**TASK TO COMPLETE**
Would you output the whole listing below, exactly as it reads?

**INFORMATION**
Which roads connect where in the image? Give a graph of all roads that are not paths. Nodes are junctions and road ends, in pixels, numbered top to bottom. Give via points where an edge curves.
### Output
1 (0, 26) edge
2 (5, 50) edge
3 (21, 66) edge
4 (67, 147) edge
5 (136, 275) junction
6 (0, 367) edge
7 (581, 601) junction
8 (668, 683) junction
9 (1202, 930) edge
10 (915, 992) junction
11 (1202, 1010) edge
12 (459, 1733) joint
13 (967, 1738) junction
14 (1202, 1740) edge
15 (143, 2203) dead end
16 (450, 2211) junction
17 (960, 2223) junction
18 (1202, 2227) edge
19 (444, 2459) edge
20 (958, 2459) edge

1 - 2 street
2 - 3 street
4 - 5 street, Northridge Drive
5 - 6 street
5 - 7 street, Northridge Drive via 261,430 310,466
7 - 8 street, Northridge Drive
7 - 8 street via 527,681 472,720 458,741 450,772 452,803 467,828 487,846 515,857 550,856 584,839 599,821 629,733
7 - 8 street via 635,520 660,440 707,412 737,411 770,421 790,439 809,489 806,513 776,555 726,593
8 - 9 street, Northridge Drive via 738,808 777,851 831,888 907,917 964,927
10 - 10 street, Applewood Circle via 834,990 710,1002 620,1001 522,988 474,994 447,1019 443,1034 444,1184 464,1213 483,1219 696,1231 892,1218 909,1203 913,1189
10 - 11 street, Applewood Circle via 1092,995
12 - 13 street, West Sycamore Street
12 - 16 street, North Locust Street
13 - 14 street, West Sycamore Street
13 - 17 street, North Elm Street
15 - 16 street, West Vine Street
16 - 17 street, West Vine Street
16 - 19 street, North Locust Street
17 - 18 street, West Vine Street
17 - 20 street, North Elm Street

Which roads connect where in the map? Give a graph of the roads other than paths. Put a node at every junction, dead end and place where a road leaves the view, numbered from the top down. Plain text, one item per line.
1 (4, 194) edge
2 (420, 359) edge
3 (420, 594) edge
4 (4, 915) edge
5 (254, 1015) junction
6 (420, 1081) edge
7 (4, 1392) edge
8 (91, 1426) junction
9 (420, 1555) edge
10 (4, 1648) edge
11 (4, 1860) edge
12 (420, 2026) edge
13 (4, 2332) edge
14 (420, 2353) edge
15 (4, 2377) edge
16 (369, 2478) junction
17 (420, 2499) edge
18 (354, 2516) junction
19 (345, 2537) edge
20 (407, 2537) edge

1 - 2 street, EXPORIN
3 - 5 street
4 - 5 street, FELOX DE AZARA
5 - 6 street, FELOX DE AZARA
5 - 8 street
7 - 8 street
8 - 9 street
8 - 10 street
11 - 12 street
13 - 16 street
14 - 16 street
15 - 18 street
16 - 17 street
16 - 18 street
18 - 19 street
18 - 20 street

**EXERCISE RESULT**
Which roads connect where in the image? Give a graph of all roads that are not paths. Nodes are junctions and road ends, in pixels, numbered top to bottom. Give via points where an edge curves.
### Output
1 (0, 26) edge
2 (5, 50) edge
3 (21, 66) edge
4 (67, 147) edge
5 (136, 275) junction
6 (0, 367) edge
7 (581, 601) junction
8 (668, 683) junction
9 (1202, 930) edge
10 (915, 992) junction
11 (1202, 1010) edge
12 (459, 1733) joint
13 (967, 1738) junction
14 (1202, 1740) edge
15 (143, 2203) dead end
16 (450, 2211) junction
17 (960, 2223) junction
18 (1202, 2227) edge
19 (444, 2459) edge
20 (958, 2459) edge

1 - 2 street
2 - 3 street
4 - 5 street, Northridge Drive
5 - 6 street
5 - 7 street, Northridge Drive via 261,430 310,466
7 - 8 street, Northridge Drive
7 - 8 street via 527,681 472,720 458,741 450,772 452,803 467,828 487,846 515,857 550,856 584,839 599,821 629,733
7 - 8 street via 635,520 660,440 707,412 737,411 770,421 790,439 809,489 806,513 776,555 726,593
8 - 9 street, Northridge Drive via 738,808 777,851 831,888 907,917 964,927
10 - 10 street, Applewood Circle via 834,990 710,1002 620,1001 522,988 474,994 447,1019 443,1034 444,1184 464,1213 483,1219 696,1231 892,1218 909,1203 913,1189
10 - 11 street, Applewood Circle via 1092,995
12 - 13 street, West Sycamore Street
12 - 16 street, North Locust Street
13 - 14 street, West Sycamore Street
13 - 17 street, North Elm Street
15 - 16 street, West Vine Street
16 - 17 street, West Vine Street
16 - 19 street, North Locust Street
17 - 18 street, West Vine Street
17 - 20 street, North Elm Street

Which roads connect where in the map? Give a graph of the roads other than paths. Put a node at every junction, dead end and place where a road leaves the view, numbered from the top down. Plain text, one item per line.
1 (4, 194) edge
2 (420, 359) edge
3 (420, 594) edge
4 (4, 915) edge
5 (254, 1015) junction
6 (420, 1081) edge
7 (4, 1392) edge
8 (91, 1426) junction
9 (420, 1555) edge
10 (4, 1648) edge
11 (4, 1860) edge
12 (420, 2026) edge
13 (4, 2332) edge
14 (420, 2353) edge
15 (4, 2377) edge
16 (369, 2478) junction
17 (420, 2499) edge
18 (354, 2516) junction
19 (345, 2537) edge
20 (407, 2537) edge

1 - 2 street, EXPORIN
3 - 5 street
4 - 5 street, FELOX DE AZARA
5 - 6 street, FELOX DE AZARA
5 - 8 street
7 - 8 street
8 - 9 street
8 - 10 street
11 - 12 street
13 - 16 street
14 - 16 street
15 - 18 street
16 - 17 street
16 - 18 street
18 - 19 street
18 - 20 street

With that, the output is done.